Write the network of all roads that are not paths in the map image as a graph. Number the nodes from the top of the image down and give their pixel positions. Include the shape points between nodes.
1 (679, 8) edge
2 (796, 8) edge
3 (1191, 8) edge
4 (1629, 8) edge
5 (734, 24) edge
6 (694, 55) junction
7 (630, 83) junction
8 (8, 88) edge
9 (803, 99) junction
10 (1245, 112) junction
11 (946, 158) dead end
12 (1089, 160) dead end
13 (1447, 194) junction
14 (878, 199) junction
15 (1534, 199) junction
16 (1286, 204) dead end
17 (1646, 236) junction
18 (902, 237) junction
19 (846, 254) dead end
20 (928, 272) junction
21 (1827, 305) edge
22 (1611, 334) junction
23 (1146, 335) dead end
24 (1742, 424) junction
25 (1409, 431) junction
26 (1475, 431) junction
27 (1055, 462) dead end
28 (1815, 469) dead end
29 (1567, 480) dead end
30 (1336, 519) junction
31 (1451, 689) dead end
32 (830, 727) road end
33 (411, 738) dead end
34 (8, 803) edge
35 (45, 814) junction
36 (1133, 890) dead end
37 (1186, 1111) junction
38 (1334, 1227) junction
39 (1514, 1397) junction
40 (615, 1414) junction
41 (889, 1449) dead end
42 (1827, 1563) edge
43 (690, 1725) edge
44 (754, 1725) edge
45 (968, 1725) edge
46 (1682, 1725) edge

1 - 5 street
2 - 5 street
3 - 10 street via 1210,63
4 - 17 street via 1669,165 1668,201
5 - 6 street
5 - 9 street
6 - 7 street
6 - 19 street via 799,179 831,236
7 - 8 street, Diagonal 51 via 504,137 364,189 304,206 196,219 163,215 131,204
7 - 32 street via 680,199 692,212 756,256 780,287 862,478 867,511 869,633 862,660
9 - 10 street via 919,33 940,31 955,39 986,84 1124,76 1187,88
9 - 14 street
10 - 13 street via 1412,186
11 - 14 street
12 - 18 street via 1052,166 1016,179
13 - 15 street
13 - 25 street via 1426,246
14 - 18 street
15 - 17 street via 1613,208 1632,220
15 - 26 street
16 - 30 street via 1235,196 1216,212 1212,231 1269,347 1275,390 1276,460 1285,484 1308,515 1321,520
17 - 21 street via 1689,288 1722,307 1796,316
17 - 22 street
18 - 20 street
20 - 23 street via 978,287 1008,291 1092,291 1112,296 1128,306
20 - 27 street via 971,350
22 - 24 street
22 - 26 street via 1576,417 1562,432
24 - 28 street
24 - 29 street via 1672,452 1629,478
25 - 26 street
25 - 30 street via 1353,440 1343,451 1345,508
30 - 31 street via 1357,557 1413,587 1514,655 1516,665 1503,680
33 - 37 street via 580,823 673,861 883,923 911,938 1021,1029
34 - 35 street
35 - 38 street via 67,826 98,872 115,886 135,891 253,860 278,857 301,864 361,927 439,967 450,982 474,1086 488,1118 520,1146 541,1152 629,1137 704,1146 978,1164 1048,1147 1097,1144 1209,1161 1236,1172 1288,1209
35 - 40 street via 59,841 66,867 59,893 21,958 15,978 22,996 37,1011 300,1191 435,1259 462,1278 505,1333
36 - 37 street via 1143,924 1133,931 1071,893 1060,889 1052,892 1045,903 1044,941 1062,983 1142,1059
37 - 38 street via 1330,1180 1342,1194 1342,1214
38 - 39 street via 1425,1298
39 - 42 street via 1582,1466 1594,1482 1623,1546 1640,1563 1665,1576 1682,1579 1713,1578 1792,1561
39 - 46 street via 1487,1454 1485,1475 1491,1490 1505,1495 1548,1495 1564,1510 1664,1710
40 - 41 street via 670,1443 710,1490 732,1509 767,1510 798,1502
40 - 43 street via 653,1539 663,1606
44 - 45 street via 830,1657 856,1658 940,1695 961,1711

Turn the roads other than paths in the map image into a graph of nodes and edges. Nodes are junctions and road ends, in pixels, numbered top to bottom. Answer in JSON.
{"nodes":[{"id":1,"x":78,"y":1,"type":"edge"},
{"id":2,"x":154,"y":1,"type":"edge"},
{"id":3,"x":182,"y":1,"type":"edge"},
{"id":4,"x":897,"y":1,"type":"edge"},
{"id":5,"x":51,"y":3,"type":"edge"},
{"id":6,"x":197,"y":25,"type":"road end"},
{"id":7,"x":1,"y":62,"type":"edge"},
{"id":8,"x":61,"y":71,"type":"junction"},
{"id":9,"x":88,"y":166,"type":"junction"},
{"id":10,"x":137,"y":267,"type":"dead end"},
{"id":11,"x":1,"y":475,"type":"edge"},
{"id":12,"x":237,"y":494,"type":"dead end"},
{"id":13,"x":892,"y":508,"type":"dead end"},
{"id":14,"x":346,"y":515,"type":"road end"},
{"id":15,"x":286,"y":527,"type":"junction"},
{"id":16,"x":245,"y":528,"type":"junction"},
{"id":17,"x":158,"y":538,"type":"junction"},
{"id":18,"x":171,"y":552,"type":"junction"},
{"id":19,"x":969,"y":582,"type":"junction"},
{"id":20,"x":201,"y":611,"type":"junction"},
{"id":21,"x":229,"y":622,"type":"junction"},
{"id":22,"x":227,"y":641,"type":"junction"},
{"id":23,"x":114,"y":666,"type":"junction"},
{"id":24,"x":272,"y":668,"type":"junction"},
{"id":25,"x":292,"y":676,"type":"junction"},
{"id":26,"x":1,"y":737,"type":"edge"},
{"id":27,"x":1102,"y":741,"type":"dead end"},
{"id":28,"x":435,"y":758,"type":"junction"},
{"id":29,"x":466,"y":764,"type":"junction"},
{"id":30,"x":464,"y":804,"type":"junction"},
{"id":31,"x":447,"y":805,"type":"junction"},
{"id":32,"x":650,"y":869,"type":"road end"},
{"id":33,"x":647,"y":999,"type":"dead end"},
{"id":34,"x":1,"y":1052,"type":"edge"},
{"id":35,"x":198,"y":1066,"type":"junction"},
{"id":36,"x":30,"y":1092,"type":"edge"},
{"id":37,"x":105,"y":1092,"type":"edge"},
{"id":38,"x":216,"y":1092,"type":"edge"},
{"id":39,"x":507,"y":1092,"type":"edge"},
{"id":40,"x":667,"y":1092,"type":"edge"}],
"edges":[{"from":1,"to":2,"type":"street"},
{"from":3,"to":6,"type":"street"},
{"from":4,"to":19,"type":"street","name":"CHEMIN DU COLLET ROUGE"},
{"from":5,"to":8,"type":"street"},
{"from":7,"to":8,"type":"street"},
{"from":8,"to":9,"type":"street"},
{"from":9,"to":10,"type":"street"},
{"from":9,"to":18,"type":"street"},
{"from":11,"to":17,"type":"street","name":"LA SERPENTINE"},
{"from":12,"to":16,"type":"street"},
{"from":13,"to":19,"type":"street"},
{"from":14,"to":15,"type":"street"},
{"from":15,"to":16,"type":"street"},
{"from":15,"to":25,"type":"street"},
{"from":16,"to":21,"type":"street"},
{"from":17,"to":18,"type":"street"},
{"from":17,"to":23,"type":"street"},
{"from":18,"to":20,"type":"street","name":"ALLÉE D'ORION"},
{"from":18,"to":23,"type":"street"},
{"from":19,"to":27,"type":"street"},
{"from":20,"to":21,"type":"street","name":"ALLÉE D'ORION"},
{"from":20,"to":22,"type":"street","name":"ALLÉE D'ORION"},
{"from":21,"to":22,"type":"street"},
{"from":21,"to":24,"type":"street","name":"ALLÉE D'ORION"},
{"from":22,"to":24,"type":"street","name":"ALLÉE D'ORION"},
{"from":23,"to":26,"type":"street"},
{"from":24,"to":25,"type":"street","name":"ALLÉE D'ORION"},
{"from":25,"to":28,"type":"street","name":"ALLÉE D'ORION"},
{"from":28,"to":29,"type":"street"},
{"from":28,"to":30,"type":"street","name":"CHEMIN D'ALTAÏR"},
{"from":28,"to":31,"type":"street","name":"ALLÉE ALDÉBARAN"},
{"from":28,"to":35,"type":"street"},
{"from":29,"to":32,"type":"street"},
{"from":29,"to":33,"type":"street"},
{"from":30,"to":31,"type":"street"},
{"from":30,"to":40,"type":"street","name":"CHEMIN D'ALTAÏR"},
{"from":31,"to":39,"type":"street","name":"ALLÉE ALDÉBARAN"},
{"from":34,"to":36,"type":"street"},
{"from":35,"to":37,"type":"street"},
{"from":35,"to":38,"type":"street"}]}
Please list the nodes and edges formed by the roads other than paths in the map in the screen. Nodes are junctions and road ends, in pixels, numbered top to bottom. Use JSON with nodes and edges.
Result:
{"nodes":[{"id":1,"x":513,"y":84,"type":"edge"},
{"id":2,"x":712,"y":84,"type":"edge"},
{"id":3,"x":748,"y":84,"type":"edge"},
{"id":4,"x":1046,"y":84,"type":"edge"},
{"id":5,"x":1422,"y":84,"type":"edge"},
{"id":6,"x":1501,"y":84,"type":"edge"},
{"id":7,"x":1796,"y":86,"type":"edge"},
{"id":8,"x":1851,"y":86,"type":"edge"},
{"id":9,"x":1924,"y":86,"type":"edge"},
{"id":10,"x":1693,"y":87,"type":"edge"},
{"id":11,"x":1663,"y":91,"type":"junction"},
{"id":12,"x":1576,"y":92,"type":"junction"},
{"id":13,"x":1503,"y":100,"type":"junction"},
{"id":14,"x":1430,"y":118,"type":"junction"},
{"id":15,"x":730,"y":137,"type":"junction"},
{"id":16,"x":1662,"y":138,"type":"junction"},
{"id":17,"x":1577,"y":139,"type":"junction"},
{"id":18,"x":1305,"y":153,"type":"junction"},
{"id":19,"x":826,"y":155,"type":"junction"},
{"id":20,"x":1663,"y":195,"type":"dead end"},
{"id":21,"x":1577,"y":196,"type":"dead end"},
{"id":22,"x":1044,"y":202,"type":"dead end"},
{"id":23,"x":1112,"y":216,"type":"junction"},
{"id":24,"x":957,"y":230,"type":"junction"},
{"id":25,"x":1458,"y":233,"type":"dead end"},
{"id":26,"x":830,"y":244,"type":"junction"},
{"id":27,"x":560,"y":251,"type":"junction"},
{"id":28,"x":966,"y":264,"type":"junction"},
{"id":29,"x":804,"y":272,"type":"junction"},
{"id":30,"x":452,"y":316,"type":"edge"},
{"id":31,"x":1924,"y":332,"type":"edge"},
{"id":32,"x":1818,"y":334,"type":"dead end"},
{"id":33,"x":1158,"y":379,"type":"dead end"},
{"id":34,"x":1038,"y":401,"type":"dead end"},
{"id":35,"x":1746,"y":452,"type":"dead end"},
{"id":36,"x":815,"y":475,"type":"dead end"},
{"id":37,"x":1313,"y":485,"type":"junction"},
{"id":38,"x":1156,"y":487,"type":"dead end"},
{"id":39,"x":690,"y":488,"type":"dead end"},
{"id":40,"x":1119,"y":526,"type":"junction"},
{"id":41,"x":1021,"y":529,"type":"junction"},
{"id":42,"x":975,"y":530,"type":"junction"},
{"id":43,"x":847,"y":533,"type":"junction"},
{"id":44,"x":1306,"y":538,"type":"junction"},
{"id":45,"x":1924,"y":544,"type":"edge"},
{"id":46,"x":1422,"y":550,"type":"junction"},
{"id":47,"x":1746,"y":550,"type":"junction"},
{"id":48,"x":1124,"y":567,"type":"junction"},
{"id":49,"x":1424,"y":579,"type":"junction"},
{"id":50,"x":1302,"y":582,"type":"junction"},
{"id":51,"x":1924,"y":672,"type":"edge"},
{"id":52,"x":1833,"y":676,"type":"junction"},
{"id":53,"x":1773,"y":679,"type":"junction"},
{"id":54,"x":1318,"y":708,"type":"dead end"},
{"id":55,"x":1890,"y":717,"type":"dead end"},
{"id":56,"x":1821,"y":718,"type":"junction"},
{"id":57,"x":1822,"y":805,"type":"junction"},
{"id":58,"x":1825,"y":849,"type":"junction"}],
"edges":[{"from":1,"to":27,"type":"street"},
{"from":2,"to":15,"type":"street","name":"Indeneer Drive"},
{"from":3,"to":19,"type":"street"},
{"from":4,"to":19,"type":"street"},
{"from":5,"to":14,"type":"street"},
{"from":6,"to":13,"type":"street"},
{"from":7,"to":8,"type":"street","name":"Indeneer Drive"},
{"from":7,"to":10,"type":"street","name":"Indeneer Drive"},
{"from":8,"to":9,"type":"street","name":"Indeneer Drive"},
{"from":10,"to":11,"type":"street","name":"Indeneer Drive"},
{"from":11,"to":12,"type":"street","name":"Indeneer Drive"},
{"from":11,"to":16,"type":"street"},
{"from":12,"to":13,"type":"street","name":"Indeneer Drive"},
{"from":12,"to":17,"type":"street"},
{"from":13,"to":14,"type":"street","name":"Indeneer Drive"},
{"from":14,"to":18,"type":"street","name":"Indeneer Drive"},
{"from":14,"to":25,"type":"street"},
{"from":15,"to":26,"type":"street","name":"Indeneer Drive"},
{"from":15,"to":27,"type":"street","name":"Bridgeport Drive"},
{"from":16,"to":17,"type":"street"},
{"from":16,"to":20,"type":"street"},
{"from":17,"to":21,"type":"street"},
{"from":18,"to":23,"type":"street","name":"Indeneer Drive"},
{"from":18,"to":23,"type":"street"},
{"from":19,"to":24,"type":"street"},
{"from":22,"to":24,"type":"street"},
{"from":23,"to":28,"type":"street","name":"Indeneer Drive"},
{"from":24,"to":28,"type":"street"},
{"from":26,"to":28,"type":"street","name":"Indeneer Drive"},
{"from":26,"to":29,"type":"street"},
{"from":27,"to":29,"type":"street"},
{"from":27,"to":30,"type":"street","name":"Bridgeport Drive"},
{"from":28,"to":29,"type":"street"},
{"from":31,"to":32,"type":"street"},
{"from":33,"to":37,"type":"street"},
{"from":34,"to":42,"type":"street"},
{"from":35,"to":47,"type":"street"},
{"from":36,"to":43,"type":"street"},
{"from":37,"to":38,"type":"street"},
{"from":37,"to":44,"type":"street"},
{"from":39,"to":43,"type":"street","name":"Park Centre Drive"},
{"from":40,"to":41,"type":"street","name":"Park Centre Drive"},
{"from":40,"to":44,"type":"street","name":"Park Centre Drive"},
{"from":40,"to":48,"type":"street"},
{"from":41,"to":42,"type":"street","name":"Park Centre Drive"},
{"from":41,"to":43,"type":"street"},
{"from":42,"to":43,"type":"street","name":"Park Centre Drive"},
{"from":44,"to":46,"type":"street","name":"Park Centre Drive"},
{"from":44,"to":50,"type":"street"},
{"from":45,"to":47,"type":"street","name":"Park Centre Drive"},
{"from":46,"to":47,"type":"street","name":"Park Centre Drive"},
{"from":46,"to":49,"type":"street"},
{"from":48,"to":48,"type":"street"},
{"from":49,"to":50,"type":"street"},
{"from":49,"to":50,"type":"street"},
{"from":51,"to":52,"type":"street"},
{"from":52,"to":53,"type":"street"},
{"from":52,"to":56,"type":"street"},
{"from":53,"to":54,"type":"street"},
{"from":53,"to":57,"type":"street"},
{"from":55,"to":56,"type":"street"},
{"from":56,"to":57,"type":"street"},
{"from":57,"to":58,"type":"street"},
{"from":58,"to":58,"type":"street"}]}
------------
→ EXERCISE BRIEF: All lines holding the word "pixels" must be copied from the data.

→ RESPONSE AREA:
Turn the roads other than paths in the map image into a graph of nodes and edges. Nodes are junctions and road ends, in pixels, numbered top to bottom. Answer in JSON.
Please list the nodes and edges formed by the roads other than paths in the map in the screen. Nodes are junctions and road ends, in pixels, numbered top to bottom. Use JSON with nodes and edges.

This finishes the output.